The above is just one historic example amid myriad others from the medical/ health science field clearly showing how research from the lab gets to the real world. Drug discovery, synthesis, and testing of effectiveness are all taking place in the lab. Today lab researchers study different diseases and microorganism causing diseases (viruses, bacterial) at the molecular and cellular level using isolated cells (in vitro), as well as animal models (in vivo) of the diseases. If the lab work shows for example that a certain chemical has anticancer properties in cells in vitro (the experiments show that it stops the growth of cancer cells), lab studies will proceed and the chemical will be tested in animal models of cancer. These studies will further examine the effectiveness of the chemical/drug and determine the dose/concentration that gives optimal results and minimum toxicity. Only chemicals/drugs that show clear benefits in lab/ preclinical studies are given approval to be tested in clinical studies in humans.

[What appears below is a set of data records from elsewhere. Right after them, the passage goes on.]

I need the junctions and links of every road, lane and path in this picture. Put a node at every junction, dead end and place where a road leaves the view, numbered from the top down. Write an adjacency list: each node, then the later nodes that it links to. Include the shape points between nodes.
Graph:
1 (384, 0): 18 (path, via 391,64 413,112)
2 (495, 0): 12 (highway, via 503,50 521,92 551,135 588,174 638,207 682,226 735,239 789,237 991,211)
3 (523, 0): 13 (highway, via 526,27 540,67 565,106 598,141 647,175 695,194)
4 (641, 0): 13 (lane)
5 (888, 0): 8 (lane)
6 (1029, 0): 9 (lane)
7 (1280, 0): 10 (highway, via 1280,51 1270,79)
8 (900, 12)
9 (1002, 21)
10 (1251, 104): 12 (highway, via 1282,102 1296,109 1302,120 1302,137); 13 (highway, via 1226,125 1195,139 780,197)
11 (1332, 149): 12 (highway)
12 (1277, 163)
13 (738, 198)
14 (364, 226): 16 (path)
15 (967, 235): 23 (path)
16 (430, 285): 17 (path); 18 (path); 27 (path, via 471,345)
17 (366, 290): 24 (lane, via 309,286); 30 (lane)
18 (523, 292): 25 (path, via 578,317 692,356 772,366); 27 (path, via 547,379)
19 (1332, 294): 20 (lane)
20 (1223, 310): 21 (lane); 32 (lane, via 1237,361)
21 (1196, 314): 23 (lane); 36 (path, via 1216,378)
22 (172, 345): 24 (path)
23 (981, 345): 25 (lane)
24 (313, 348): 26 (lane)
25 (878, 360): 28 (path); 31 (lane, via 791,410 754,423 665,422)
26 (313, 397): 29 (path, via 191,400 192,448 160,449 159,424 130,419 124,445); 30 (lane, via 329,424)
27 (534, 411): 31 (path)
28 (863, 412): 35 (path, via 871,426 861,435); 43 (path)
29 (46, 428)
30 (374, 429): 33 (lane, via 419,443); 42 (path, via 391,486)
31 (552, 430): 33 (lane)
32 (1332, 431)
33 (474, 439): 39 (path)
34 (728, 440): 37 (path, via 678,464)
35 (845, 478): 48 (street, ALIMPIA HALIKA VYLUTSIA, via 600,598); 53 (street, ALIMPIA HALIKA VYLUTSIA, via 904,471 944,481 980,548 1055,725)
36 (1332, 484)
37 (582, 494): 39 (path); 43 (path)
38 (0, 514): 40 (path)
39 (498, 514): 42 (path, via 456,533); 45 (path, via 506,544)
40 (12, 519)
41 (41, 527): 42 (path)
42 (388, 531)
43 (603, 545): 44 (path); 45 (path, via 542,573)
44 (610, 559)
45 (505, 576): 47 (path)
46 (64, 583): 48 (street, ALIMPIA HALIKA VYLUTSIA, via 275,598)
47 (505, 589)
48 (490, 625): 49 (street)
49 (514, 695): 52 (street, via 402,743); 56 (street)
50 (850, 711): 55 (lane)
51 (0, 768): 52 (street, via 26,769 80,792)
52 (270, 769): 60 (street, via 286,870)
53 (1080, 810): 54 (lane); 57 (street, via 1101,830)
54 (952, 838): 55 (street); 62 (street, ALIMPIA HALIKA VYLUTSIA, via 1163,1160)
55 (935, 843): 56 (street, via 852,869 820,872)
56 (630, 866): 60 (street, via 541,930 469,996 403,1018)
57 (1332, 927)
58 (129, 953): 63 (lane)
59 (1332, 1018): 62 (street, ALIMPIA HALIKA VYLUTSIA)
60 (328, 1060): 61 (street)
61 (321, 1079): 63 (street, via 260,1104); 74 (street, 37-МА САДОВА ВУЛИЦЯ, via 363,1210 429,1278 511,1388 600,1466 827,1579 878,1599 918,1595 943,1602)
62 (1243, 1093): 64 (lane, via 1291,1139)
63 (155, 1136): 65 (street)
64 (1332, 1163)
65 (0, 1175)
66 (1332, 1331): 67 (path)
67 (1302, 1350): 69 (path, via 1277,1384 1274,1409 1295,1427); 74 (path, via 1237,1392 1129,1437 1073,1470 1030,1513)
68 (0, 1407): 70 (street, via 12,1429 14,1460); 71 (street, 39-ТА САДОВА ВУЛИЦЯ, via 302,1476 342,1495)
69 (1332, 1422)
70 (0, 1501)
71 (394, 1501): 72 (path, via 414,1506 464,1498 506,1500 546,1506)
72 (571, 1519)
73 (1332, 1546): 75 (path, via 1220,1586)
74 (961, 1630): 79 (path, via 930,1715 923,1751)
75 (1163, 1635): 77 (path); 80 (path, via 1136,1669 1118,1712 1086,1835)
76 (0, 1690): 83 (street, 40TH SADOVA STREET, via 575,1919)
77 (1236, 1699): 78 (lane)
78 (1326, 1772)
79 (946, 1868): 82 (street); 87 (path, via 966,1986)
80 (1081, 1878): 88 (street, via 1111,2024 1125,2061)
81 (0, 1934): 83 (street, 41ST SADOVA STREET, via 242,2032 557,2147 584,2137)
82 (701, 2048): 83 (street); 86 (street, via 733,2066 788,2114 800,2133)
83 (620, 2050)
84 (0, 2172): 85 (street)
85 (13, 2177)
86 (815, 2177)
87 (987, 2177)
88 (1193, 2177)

Chemistry plays a significant role in the development of new materials and applications, such as production of plastic, materials used to build houses, cars, planes, spaceships, cleaning products, cosmetics etc. All these materials are in use by humans thanks to work that took place in the lab.

Similarly lab work in the field of physics gives information regarding forces, aerodynamics, hydrodynamics and much more, which have applications in; building bridges, dams, cars, ships, planes, different machines and so on. Work on particle physics is taking place at CERN, the European organization for nuclear research where theories regarding the origin of the universe are currently being tested using the powerful particle accelerator known as, the Large Hadron Collider. Such information has applications in computing, cryptography, and teleportation/data transfer to name a few. In fact, the World Wide Web was invented at CERN in 1989 and has revolutionized communications worldwide.

Overall, it is the curiosity in human nature that drives lab research, which then translates into progress. Humans have many problems to solve such as find cures for many diseases, save endangered species, find solutions to global warming/ ecosystem disturbances, etc. Without a doubt, some of these problems have been created by humans but it is clear that in order to find solutions we must engage in lab research! Only then, we can gain a deeper understanding of the problem and work towards finding solutions.